Dr Nesbitt said: “We have shown that in parts of the UK the exceptional 2018 vintage will become the norm, and that Champagne region grape growing temperatures from 1999 to 2018 are expected to occur in a growing region of England between 2021 and 2040. . In some years, a few regions of the UK may see growing season climates similar to those that have contributed to the best recent Champagne vintages, as well as increased potential for Burgundy and Baden style still red wines.

However, the researchers warn that significant challenges remain, arguing that the rapidly changing UK climate is forcing the industry to remain nimble and not ‘lock in’ to production that cannot adapt to changing conditions. growing conditions.

Professor Dorling said: “The UK wine sector is going through exciting times, but our findings have underscored the challenge of establishing wine identities and brands, particularly those closely associated with wine varieties and styles, in a climate rapidly evolving.

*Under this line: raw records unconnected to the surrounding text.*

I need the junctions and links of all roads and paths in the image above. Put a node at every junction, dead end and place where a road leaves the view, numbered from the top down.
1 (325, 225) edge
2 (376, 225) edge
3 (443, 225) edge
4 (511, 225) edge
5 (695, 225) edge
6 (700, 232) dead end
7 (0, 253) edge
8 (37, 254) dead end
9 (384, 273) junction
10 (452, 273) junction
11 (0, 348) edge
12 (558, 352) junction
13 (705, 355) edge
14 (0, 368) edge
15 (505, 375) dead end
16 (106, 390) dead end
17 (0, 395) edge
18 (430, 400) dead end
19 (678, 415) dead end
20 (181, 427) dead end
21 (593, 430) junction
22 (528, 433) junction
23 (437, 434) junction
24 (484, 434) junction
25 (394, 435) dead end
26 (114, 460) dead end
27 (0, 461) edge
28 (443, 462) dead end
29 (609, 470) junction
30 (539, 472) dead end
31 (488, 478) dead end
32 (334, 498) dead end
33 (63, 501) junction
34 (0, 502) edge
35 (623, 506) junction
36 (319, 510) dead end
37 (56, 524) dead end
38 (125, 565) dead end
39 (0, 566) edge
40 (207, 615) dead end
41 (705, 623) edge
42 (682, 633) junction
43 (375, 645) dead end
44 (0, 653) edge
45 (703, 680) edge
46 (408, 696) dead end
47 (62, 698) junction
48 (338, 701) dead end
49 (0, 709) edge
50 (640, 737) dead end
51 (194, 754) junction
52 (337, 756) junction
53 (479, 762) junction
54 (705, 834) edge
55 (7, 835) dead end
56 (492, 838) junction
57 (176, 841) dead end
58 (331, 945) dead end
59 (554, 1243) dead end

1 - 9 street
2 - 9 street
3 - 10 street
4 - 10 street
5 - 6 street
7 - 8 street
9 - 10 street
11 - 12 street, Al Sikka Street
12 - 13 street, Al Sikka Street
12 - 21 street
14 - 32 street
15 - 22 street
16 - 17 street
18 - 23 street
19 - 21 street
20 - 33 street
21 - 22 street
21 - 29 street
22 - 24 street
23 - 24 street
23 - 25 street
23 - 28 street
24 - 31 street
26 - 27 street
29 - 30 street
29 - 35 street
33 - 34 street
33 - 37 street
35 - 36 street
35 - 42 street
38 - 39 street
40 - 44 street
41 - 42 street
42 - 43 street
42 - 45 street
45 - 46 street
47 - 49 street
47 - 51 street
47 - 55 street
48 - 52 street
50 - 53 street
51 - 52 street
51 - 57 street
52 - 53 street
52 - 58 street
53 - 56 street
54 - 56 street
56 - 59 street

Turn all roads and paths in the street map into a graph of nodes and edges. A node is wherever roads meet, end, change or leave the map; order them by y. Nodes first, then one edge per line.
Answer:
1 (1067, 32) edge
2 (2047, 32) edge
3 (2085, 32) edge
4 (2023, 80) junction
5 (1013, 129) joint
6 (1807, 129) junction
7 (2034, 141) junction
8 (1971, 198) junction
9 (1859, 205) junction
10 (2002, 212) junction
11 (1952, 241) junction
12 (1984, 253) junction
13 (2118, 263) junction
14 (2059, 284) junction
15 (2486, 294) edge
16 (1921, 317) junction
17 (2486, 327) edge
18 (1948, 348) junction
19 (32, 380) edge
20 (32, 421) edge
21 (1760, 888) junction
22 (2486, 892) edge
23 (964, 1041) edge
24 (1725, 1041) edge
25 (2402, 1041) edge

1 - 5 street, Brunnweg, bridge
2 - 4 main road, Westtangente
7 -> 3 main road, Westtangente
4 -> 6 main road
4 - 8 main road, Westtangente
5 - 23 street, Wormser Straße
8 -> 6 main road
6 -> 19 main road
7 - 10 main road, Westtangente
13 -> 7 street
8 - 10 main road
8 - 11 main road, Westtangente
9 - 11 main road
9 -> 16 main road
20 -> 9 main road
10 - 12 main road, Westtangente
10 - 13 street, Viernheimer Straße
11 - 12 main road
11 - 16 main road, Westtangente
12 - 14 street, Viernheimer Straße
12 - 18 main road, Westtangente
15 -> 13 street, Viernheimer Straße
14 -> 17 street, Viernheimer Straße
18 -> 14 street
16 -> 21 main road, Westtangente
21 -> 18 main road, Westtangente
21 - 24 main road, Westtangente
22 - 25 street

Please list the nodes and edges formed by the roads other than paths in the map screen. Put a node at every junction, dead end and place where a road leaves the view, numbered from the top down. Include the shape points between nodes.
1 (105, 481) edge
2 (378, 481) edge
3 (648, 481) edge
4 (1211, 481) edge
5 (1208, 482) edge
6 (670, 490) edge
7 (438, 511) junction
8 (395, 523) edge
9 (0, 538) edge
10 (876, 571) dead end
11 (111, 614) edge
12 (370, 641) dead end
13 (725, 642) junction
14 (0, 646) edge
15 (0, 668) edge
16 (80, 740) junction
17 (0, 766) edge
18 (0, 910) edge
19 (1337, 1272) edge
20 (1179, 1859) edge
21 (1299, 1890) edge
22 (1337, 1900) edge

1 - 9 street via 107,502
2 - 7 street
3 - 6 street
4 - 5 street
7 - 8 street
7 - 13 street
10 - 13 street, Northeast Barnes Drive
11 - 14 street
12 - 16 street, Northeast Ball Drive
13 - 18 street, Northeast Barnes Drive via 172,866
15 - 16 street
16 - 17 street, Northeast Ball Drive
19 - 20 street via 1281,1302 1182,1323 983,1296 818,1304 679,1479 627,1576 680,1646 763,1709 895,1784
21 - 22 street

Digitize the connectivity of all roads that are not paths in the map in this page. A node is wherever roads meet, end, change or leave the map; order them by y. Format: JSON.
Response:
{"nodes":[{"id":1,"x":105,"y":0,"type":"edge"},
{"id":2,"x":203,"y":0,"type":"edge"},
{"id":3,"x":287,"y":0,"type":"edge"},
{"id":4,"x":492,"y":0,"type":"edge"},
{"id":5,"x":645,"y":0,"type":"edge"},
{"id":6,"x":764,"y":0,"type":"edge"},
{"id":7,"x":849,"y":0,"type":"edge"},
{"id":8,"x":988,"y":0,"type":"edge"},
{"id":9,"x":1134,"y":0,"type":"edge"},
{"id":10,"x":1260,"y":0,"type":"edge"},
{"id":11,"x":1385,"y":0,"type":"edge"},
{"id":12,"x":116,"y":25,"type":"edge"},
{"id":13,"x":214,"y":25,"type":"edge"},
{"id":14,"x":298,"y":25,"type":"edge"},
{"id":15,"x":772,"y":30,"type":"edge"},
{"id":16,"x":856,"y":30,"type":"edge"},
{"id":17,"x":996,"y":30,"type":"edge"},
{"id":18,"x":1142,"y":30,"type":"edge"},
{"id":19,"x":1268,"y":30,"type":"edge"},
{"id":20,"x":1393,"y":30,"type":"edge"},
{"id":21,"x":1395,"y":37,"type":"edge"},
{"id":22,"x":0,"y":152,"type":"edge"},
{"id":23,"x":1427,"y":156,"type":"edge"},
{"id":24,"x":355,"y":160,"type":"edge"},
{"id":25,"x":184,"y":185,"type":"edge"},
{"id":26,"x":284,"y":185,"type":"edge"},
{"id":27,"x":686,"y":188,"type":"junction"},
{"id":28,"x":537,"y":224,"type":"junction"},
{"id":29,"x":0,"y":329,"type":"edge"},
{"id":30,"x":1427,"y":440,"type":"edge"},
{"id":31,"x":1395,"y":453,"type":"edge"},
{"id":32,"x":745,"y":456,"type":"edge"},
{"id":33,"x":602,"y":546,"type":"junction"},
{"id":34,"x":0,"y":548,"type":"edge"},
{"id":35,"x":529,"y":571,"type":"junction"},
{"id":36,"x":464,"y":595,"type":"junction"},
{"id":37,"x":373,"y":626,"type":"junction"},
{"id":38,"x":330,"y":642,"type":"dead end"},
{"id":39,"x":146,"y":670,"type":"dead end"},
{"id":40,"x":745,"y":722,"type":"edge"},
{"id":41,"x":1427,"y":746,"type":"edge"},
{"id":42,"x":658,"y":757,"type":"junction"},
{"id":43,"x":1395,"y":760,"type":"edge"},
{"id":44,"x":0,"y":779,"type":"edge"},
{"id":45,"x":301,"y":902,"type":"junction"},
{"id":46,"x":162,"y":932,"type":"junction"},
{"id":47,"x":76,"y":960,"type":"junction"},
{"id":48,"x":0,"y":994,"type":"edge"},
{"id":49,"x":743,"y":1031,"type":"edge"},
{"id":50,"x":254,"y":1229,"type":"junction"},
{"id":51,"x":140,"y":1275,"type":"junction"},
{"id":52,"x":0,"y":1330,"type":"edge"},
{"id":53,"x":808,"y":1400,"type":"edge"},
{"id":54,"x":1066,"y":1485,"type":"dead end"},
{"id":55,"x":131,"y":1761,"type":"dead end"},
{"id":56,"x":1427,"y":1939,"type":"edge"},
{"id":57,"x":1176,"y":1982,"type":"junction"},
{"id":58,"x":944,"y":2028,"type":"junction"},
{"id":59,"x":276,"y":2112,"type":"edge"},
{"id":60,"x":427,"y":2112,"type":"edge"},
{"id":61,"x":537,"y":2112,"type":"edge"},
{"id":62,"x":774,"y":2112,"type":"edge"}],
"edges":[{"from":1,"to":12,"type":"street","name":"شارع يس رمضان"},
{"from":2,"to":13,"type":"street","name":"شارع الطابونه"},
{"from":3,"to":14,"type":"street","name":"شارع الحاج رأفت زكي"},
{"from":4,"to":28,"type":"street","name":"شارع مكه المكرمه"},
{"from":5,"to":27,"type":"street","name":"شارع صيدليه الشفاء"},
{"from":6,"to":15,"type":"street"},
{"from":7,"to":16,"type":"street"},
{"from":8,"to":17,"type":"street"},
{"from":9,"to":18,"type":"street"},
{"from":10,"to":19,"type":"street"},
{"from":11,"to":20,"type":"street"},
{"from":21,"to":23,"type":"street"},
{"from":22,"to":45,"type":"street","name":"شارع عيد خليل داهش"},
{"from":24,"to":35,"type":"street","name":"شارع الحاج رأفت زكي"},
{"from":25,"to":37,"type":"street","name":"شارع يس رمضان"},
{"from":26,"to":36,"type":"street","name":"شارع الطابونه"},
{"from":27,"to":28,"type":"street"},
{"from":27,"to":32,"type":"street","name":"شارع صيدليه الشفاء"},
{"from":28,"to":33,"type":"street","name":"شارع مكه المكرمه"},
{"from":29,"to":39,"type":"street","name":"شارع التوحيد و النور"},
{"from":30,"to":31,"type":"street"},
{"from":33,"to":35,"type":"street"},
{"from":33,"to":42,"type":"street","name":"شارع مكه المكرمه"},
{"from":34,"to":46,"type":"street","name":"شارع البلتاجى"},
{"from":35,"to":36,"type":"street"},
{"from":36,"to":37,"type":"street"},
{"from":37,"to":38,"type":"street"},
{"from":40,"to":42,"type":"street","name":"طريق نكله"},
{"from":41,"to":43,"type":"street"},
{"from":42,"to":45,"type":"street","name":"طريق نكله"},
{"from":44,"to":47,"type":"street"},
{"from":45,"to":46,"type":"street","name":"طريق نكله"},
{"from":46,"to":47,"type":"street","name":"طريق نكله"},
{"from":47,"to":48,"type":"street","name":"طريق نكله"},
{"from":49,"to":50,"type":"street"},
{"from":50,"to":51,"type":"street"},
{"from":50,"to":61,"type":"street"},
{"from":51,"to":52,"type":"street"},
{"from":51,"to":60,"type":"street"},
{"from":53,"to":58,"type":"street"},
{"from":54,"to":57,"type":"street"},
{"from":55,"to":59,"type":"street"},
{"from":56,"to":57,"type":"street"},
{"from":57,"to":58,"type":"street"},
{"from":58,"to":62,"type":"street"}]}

Additionally, UK weather can still be unpredictable, as demonstrated by the 2012 vintage when much of the UK grape production was lost due to the cool and very wet flowering period. Year-to-year climate variability will persist, including early season frost risk, although longer-term trends are good.

Sustainable investment decisions in vineyards and wineries will also require careful analysis of all risks related to the growing environment and the market.

Dr Nesbitt said: “Through our consultancy services, our teams at Vinescapes and Weatherquest enjoy supporting the sustainable growth of the UK wine sector and we are extremely grateful to WineGB, the industry body, for facilitating everything. the commitment we have had with viticulture. and wine producers throughout the CREWS-UK project.